Intel Atom Z600

Yes, but both Vista (launched in 2006) and Win7 have the same DX9 requirement for their "enhanced UI (Aero)".

5 years later, Microsoft could be "forcing" a DX10 requirement for a supposed "Aero 2" in Windows 8, ARM or not.
Furthermore, I can see a scenario where Windows 8 thoroughly uses DirectX Compute Shader for many tasks, for example. You can't get that with DirectX 9L, afaik.

you remember when Microsoft showed of windows 8 on arm only those soc that had DX9.0/L3 support were used like omap5
 
requiring pixel shaders 2.0 was a bold enough measure for what is basically a 2D interface.
more shockingly, if it is to run on Cortex A15 or more current SoCs, then Windows 8 won't be a 64bit-only operating system :LOL:

now, will Windows 8 on the PC will be available as 32bit x86, or 64bit only?
if the latter then Intel should stop with their crappy habit of disabling 64bit on the Atom.
 
As I said: Intel would make the same next-gen Atom CPU for both smartphones, tablets and netbooks.
Netbooks and some tablets would get an additional controller hub for PCI-Ex and SATA, for example.

Netbooks could theoretically also get served with notebook SoCs. As for smart-phones and tablets specifically DX9.0/L3 (or as Vivante calls it DX11 certified DX9.0) sounds sufficient which is present in SGX544 and the likes.
 
OMAP 5? Afaik that isnt even sampling yet! (Scheduled for H2 2011)

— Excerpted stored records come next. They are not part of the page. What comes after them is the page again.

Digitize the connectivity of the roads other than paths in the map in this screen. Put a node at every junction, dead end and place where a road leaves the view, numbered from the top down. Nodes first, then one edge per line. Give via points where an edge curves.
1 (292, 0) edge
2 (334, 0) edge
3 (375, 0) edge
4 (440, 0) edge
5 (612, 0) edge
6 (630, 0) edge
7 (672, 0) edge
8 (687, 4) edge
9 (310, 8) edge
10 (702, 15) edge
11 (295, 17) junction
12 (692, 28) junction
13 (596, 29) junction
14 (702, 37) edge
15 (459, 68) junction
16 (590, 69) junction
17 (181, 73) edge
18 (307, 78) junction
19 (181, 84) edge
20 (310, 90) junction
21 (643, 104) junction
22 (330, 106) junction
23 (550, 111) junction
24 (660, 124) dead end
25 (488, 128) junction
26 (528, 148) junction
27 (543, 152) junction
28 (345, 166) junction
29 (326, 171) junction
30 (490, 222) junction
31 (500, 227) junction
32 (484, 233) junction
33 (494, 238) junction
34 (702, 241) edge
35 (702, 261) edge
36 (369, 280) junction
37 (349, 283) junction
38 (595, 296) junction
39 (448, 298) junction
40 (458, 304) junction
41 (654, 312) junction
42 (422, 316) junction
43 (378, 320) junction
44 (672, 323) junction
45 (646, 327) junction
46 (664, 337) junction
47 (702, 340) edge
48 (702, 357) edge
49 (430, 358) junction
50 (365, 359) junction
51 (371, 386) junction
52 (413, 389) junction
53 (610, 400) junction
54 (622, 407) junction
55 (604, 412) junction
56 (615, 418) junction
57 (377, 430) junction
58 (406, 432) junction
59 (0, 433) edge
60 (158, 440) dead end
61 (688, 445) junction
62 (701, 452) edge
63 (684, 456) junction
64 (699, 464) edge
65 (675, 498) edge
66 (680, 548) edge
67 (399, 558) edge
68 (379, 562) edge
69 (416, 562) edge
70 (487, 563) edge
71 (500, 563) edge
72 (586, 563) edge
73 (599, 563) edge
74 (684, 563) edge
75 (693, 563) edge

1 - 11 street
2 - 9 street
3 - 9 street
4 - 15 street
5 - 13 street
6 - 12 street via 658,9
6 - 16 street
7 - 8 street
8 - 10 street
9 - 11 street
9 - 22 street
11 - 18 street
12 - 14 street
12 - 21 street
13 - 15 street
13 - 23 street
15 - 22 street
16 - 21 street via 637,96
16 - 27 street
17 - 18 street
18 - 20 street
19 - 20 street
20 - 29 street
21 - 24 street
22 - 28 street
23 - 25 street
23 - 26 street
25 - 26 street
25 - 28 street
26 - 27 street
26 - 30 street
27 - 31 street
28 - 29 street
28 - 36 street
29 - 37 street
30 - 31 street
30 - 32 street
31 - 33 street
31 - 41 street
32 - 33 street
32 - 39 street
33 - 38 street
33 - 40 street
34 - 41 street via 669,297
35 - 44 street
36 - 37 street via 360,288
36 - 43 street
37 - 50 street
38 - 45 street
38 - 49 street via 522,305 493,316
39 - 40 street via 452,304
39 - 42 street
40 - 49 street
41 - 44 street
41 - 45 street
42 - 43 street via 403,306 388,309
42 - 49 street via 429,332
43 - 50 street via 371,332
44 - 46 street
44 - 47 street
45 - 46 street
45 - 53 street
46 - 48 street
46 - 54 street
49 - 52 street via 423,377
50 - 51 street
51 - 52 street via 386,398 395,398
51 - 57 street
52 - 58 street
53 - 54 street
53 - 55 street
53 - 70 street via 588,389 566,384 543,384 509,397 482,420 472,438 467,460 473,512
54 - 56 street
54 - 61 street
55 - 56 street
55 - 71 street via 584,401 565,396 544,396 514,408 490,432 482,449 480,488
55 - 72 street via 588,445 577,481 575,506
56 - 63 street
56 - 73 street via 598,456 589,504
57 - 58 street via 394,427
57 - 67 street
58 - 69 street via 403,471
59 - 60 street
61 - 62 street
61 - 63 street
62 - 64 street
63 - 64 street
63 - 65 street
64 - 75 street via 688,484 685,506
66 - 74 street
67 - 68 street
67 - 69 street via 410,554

yes that is true it not sampling yet
but it is was one of soc that were used during the Microsoft presentation
TI most likely send a few copy’s of OMAP5 to Microsoft to be include in the presentation
 
but it is was one of soc that were used during the Microsoft presentation
TI most likely send a few copy’s of OMAP5 to Microsoft to be include in the presentation
Any link sustaining that claim? I highly suspect this is completely wrong.
 
http://vr-zone.com/articles/exclusive-intel-s-cedarview-atom-to-sport-powervr-graphics/12117.html

It looks like Atom Cedarview for netbooks and nettops will ditch Intel's graphics for the PowerVR SGX545.
Netbooks will clock the GPU @ 400MHz while nettops will have it a bit higher at 640MHz.

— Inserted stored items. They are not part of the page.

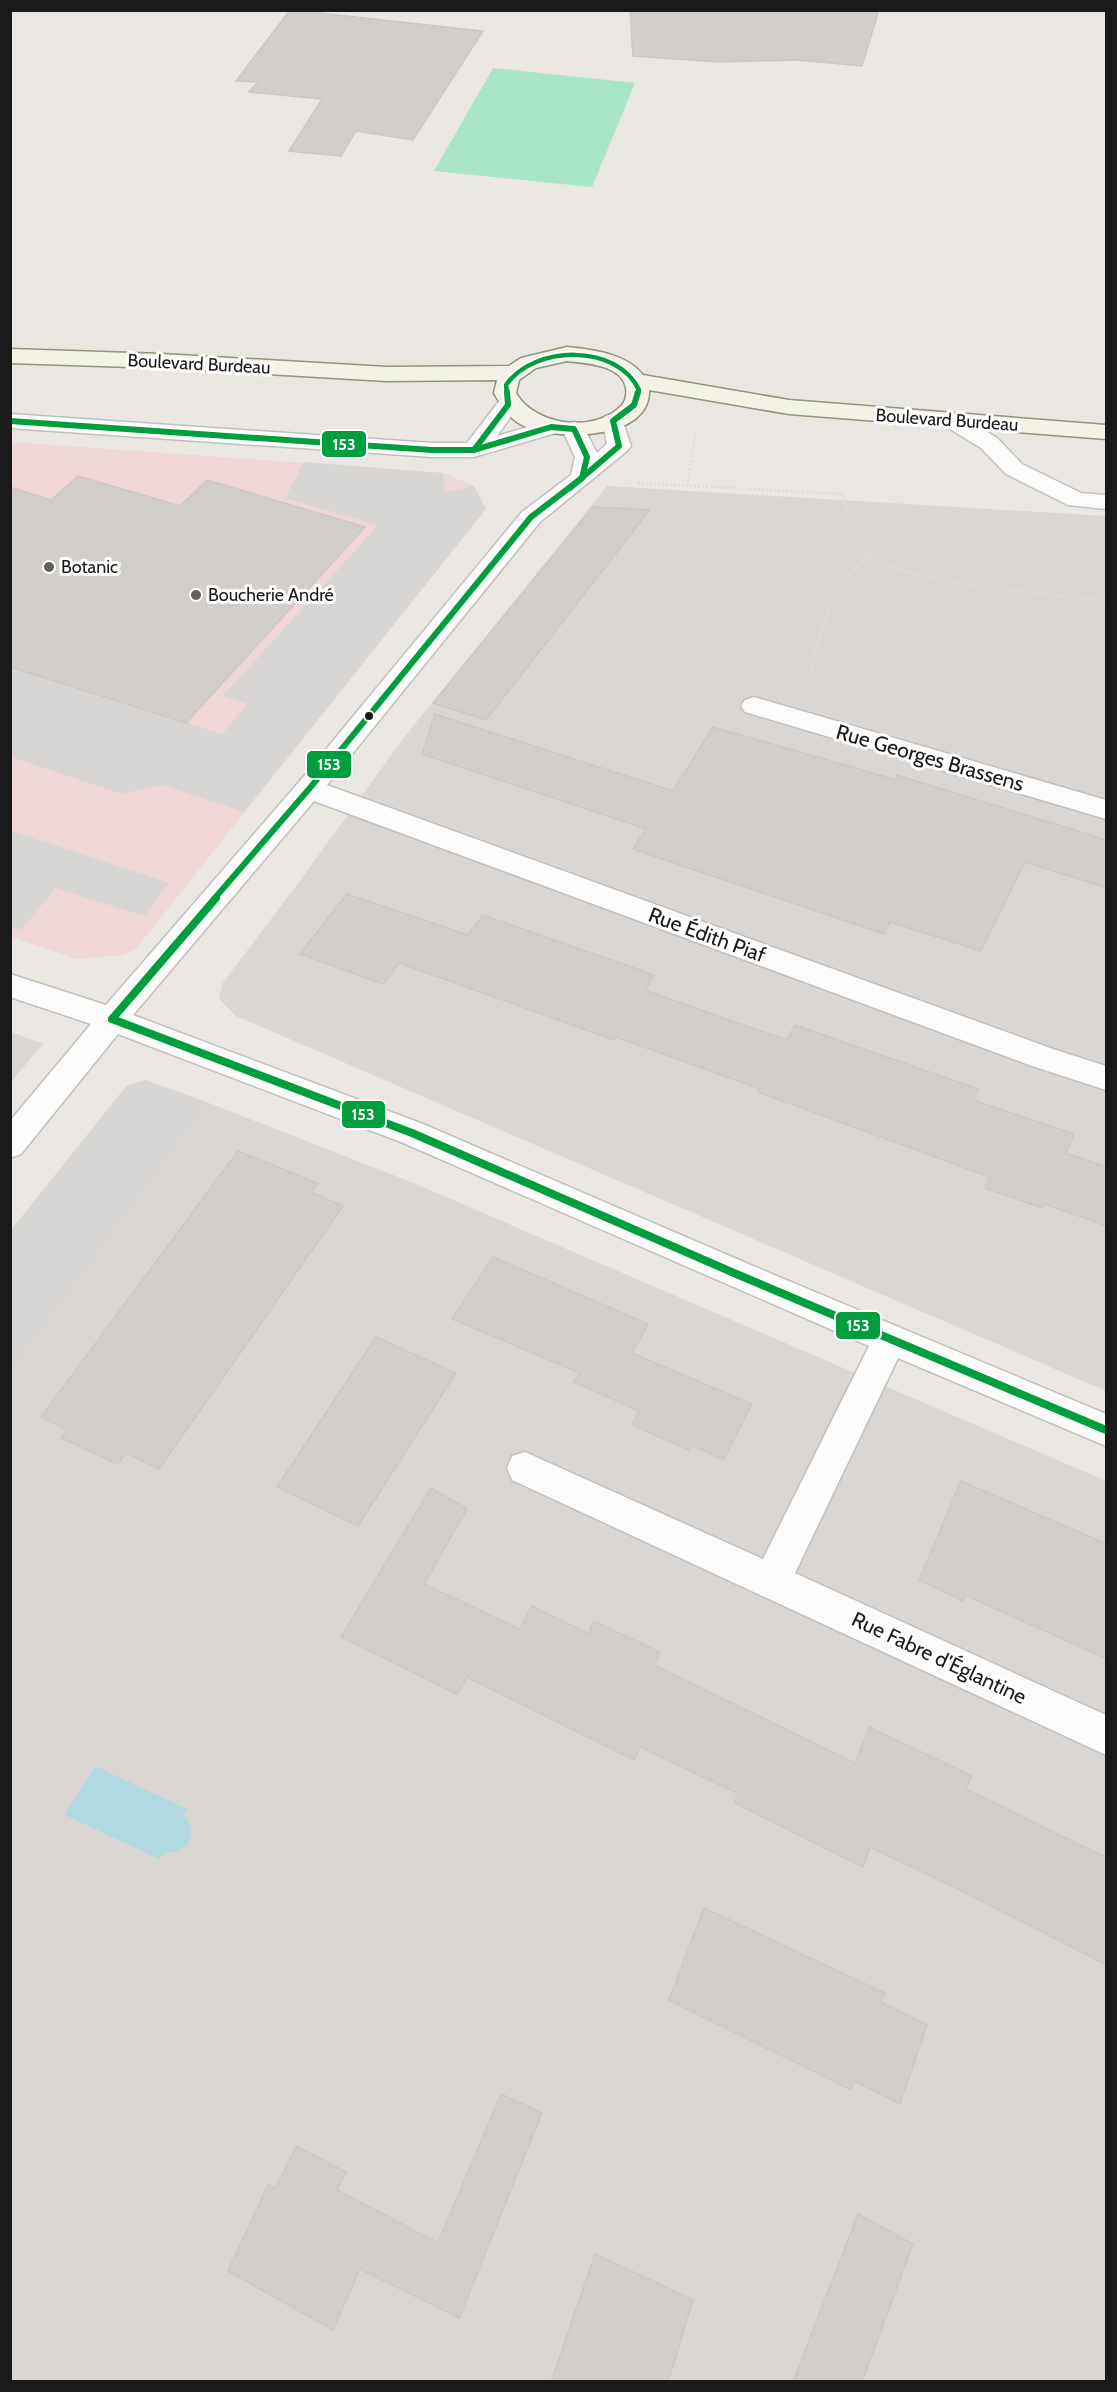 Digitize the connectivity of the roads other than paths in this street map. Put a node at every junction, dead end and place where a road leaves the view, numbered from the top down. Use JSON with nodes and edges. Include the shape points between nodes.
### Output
{"nodes":[{"id":1,"x":10,"y":356,"type":"edge"},
{"id":2,"x":512,"y":373,"type":"junction"},
{"id":3,"x":387,"y":374,"type":"junction"},
{"id":4,"x":636,"y":381,"type":"junction"},
{"id":5,"x":506,"y":400,"type":"junction"},
{"id":6,"x":789,"y":407,"type":"junction"},
{"id":7,"x":644,"y":412,"type":"junction"},
{"id":8,"x":10,"y":421,"type":"edge"},
{"id":9,"x":952,"y":421,"type":"junction"},
{"id":10,"x":551,"y":428,"type":"junction"},
{"id":11,"x":574,"y":429,"type":"junction"},
{"id":12,"x":1107,"y":432,"type":"edge"},
{"id":13,"x":474,"y":450,"type":"junction"},
{"id":14,"x":582,"y":478,"type":"junction"},
{"id":15,"x":1107,"y":502,"type":"edge"},
{"id":16,"x":754,"y":706,"type":"dead end"},
{"id":17,"x":309,"y":789,"type":"junction"},
{"id":18,"x":1107,"y":810,"type":"edge"},
{"id":19,"x":10,"y":985,"type":"edge"},
{"id":20,"x":112,"y":1019,"type":"junction"},
{"id":21,"x":1107,"y":1078,"type":"edge"},
{"id":22,"x":10,"y":1145,"type":"edge"},
{"id":23,"x":890,"y":1339,"type":"junction"},
{"id":24,"x":1107,"y":1430,"type":"edge"},
{"id":25,"x":525,"y":1468,"type":"dead end"},
{"id":26,"x":772,"y":1581,"type":"junction"},
{"id":27,"x":1107,"y":1735,"type":"edge"}],
"edges":[{"from":1,"to":3,"type":"main road","name":"Boulevard Burdeau"},
{"from":2,"to":3,"type":"main road","name":"Boulevard Burdeau"},
{"from":2,"to":4,"type":"main road","name":"Boulevard Burdeau","via":[[545,357],[578,355],[609,361]]},
{"from":2,"to":5,"type":"main road","via":[[505,384]]},
{"from":3,"to":5,"type":"main road","name":"Boulevard Burdeau","via":[[449,383]]},
{"from":4,"to":6,"type":"main road","name":"Boulevard Burdeau"},
{"from":4,"to":7,"type":"main road","via":[[637,400]]},
{"from":5,"to":10,"type":"main road","name":"Boulevard Burdeau","via":[[525,418]]},
{"from":5,"to":13,"type":"street"},
{"from":6,"to":7,"type":"main road","name":"Boulevard Burdeau"},
{"from":6,"to":9,"type":"main road","name":"Boulevard Burdeau"},
{"from":7,"to":11,"type":"main road","name":"Boulevard Burdeau","via":[[595,427]]},
{"from":7,"to":14,"type":"street","via":[[619,446]]},
{"from":8,"to":13,"type":"street"},
{"from":9,"to":12,"type":"main road","name":"Boulevard Burdeau"},
{"from":9,"to":15,"type":"street","via":[[989,443],[1014,469],[1076,500]]},
{"from":10,"to":11,"type":"main road","name":"Boulevard Burdeau"},
{"from":10,"to":13,"type":"street"},
{"from":11,"to":14,"type":"street","via":[[587,457]]},
{"from":14,"to":17,"type":"street","via":[[531,518]]},
{"from":16,"to":18,"type":"street","name":"Rue Georges Brassens"},
{"from":17,"to":20,"type":"street"},
{"from":17,"to":21,"type":"street","name":"Rue Édith Piaf"},
{"from":19,"to":20,"type":"street"},
{"from":20,"to":22,"type":"street"},
{"from":20,"to":23,"type":"street","via":[[412,1133]]},
{"from":23,"to":24,"type":"street"},
{"from":23,"to":26,"type":"street"},
{"from":25,"to":26,"type":"street","name":"Rue Fabre d'Églantine"},
{"from":26,"to":27,"type":"street","name":"Rue Fabre d'Églantine"}]}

Given that Intel ditched its own GPU architecture for higher-powered Atoms, it seems a clear indication to me that Medfield will also have a PowerVR SGX545.

Nonetheless, this leaves the next-gen Atoms with dirt-low 3D performance compared to low-power Fusions like C-30 and C-50 for netbooks, even if they do bump the CPU performance somehow.
 
I didn't know some of the current atoms had Intel graphics, so it's a lottery based on an unreadeable model name (who knows what's the difference between a D and an N?).
good to have that cleared away.
notice the 2x performance target over previous PowerVR.

I don't know what to think of the performance but I hope there's a clear focus on drivers. stable, full featured and fast enough (using multithreading).
The Atom is CPU limited anyway in Warcraft III custom maps when there's many, many monsters and things around. It also needs to just work under linux!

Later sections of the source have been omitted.